We live in a computer era. Internet is part of our everyday lives and information is only a click away. Just open your favorite search engine, like Google, AltaVista, Yahoo, type in the key words, and the search engine will display the pages relevant for your search. But how does a search engine really work?
At first glance, it seems reasonable to imagine that what a search engine does is to keep an index of all web pages, and when a user types in a query search, the engine browses through its index and counts the occurrences of the key words in each web file. The winners are the pages with the highest number of occurrences of the key words. These get displayed back to the user.
This used to be the correct picture in the early 90s, when the first search engines used text based ranking systems to decide which pages are most relevant to a given query. There where however a number of problems with this approach. A search about a common term such as "Internet" was problematic. The first page displayed by one of the early search engines was written in Chinese, with repeated occurrences of the word "Internet" and containing no other information about the Internet. Moreover, suppose we wanted to find some information about Cornell. We type in the word "Cornell" and expect that "www.cornell.edu" would be the most relevant site to our query. However there may be millions of pages on the web using the world Cornell, and www.cornell.edu may not be the one that uses it most often. Suppose we decided to write a web site that contains the word "Cornell" a billion times and nothing else. Would it then make sense for our web site to be the first one displayed by a search engine? The answer is obviously no. However, if all a search engine does is to count occurrences of the words given in the query, this is exactly what might happen.
The usefulness of a search engine depends on the relevance of the result set it gives back. There may of course be millions of web pages that include a particular word or phrase; however some of them will be more relevant, popular, or authoritative than others. A user does not have the ability or patience to scan through all pages that contain the given query words. One expects the relevant pages to be displayed within the top 20-30 pages returned by the search engine.
Modern search engines employ methods of ranking the results to provide the "best" results first that are more elaborate than just plain text ranking. One of the most known and influential algorithms for computing the relevance of web pages is the Page Rank algorithm used by the Google search engine. It was invented by Larry Page and Sergey Brin while they were graduate students at Stanford, and it became a Google trademark in 1998. The idea that Page Rank brought up was that, the importance of any web page can be judged by looking at the pages that link to it. If we create a web page i and include a hyperlink to the web page j, this means that we consider j important and relevant for our topic. If there are a lot of pages that link to j, this means that the common belief is that page j is important. If on the other hand, j has only one backlink, but that comes from an authoritative site k, (like www.google.com, www.cnn.com, www.cornell.edu) we say that k transfers its authority to j; in other words, k asserts that j is important. Whether we talk about popularity or authority, we can iteratively assign a rank to each web page, based on the ranks of the pages that point to it.

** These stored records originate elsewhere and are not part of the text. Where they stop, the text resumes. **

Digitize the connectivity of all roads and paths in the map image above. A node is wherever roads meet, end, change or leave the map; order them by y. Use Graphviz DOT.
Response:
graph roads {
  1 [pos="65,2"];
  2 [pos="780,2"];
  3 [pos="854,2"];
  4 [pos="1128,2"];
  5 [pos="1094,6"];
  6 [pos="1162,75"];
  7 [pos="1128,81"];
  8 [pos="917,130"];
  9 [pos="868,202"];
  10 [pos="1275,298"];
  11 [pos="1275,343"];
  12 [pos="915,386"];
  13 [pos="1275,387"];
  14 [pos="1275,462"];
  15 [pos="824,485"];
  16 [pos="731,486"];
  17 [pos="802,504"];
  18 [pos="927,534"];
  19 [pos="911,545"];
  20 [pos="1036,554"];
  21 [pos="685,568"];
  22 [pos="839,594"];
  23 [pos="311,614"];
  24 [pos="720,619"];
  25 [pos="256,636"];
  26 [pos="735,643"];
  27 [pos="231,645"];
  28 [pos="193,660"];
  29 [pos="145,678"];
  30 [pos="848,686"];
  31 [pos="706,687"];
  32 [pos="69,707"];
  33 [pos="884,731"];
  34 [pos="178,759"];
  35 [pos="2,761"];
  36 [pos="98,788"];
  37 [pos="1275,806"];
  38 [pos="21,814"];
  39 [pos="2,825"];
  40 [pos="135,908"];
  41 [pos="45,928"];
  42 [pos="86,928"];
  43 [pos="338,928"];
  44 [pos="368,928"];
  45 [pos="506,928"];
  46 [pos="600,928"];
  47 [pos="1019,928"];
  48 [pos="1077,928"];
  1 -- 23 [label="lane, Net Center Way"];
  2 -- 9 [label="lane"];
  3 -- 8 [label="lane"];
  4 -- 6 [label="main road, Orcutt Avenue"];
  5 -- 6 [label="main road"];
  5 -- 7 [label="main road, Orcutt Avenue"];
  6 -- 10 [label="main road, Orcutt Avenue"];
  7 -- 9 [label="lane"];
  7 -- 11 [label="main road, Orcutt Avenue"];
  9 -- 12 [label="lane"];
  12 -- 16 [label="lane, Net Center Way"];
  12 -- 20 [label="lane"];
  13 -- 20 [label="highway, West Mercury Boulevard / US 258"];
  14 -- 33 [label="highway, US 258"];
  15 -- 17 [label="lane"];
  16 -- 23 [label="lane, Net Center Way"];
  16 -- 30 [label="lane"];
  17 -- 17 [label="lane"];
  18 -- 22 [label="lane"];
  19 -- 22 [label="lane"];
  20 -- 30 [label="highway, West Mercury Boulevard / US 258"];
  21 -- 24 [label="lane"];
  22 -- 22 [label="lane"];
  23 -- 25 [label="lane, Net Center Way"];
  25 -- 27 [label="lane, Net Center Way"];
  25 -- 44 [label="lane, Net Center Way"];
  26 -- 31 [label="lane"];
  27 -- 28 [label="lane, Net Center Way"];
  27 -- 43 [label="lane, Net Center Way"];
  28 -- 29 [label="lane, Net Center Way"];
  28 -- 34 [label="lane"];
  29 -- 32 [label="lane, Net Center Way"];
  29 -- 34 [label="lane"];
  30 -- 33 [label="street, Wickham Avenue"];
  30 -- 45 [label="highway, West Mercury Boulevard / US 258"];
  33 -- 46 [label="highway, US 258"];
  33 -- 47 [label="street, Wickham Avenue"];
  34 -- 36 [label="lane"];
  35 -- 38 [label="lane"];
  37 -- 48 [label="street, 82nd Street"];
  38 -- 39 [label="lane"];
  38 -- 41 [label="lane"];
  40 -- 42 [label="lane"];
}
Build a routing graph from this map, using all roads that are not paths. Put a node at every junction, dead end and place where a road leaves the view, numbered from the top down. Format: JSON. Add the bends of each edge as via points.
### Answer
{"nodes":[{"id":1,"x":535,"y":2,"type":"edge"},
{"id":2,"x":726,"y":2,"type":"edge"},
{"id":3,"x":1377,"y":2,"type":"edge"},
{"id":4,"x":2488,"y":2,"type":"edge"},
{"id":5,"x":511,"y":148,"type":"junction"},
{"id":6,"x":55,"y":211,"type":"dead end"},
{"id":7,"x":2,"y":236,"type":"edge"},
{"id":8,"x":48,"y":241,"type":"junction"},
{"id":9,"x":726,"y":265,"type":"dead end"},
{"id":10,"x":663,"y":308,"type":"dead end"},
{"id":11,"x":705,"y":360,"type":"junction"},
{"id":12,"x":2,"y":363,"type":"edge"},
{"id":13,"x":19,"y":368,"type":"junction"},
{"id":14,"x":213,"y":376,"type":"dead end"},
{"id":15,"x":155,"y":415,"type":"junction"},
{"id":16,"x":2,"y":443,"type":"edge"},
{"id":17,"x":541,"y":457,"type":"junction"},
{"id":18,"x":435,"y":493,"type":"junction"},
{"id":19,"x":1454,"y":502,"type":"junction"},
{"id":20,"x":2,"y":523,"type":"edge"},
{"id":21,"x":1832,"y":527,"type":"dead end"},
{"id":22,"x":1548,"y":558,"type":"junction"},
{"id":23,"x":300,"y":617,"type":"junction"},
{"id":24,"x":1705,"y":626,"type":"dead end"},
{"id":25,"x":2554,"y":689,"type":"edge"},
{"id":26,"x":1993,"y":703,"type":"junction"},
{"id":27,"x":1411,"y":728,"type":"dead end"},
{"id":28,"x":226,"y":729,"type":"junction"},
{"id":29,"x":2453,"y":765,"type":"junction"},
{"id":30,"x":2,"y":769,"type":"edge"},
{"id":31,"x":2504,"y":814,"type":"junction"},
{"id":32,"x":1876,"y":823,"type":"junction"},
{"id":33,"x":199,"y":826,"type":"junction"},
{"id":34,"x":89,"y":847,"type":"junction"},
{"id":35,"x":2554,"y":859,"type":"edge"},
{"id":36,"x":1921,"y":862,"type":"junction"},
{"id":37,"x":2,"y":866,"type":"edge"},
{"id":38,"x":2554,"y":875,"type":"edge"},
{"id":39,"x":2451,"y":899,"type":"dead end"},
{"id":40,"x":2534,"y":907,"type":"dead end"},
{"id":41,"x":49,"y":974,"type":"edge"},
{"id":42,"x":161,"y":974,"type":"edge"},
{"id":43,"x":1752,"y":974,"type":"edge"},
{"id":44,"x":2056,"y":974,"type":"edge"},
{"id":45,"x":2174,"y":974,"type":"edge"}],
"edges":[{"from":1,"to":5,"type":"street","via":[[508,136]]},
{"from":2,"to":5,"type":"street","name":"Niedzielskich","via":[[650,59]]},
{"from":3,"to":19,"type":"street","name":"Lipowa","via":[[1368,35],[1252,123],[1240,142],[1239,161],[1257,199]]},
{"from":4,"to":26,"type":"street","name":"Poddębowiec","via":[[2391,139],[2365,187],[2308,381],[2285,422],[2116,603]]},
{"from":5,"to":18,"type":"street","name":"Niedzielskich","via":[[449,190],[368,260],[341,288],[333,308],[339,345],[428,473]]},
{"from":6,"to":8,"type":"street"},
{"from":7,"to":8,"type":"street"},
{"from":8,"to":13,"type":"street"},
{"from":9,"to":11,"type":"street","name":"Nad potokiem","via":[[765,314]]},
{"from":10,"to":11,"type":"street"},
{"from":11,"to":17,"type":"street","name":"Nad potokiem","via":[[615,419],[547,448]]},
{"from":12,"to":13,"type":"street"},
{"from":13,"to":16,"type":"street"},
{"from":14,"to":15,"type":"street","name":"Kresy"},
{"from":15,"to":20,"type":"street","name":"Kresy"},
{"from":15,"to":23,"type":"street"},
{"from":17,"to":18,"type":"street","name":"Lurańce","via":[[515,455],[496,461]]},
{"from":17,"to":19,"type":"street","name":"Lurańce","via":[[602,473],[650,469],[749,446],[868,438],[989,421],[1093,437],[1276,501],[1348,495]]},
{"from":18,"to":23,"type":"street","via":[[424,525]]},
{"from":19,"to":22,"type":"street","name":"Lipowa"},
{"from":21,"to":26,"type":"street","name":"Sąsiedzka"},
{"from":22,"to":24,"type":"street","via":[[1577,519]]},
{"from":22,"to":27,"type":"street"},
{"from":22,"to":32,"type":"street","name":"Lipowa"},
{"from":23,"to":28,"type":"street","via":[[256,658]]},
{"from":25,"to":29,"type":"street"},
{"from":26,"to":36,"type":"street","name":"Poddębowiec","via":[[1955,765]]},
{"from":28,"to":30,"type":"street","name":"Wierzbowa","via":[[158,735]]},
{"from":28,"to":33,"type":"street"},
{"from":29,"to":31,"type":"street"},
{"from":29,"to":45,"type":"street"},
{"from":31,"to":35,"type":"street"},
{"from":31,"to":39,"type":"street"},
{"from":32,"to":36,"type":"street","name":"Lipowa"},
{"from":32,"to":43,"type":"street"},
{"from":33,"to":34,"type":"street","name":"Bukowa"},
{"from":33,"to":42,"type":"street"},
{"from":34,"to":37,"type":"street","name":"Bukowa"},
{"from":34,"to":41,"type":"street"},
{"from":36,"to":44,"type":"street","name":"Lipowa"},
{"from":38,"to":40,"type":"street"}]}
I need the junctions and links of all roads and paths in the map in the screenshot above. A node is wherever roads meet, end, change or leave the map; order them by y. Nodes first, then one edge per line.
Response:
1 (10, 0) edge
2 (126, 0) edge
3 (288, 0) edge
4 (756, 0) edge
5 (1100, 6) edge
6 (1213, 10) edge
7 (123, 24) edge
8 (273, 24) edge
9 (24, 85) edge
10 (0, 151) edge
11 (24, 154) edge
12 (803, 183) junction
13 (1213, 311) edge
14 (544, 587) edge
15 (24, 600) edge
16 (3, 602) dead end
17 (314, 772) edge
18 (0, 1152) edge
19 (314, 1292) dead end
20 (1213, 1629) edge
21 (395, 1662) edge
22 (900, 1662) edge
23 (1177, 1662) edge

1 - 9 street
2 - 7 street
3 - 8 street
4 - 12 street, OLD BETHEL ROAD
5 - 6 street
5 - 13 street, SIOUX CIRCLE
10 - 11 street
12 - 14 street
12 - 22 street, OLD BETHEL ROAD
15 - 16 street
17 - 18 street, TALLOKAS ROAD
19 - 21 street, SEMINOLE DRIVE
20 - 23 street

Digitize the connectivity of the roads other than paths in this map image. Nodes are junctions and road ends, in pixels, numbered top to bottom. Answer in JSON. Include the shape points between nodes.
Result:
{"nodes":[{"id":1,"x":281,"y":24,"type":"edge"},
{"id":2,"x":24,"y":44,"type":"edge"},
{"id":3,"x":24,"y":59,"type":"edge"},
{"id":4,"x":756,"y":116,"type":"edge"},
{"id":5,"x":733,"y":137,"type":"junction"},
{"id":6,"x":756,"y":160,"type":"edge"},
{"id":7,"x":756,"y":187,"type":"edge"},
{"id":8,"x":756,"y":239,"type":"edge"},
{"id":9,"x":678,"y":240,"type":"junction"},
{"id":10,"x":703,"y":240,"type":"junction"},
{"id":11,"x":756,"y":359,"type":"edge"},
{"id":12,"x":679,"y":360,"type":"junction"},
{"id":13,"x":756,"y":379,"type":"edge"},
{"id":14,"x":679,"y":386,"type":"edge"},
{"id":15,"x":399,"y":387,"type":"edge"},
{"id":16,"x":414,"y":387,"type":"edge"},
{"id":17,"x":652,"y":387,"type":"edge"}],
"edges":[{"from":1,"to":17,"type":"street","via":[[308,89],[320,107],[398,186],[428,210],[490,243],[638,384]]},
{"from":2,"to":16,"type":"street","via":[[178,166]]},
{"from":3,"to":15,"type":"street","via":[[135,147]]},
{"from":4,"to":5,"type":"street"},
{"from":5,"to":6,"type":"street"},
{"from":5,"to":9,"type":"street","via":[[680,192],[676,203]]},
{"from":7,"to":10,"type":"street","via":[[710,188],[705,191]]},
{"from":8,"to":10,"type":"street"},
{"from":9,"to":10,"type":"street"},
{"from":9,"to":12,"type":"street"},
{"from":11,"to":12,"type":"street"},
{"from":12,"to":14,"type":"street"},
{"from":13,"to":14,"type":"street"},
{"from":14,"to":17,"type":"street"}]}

To this aim, we begin by picturing the Web net as a directed graph, with nodes represented by web pages and edges represented by the links between them.
Suppose for instance, that we have a small Internet consisting of just 4 web sites www.page1.com, www.page2.com, www.page3.com, www.page4.com, referencing each other in the manner suggested by the picture:
We "translate" the picture into a directed graph with 4 nodes, one for each web site. When web site i references j, we add a directed edge between node i and node j in the graph. For the purpose of computing their page rank, we ignore any navigational links such as back, next buttons, as we only care about the connections between different web sites. For instance, Page1 links to all of the other pages, so node 1 in the graph will have outgoing edges to all of the other nodes. Page3 has only one link, to Page 1, therefore node 3 will have one outgoing edge to node 1. After analyzing each web page, we get the following graph:
In our model, each page should transfer evenly its importance to the pages that it links to. Node 1 has 3 outgoing edges, so it will pass on of its importance to each of the other 3 nodes. Node 3 has only one outgoing edge, so it will pass on all of its importance to node 1. In general, if a node has k outgoing edges, it will pass on of its importance to each of the nodes that it links to. Let us better visualize the process by assigning weights to each edge.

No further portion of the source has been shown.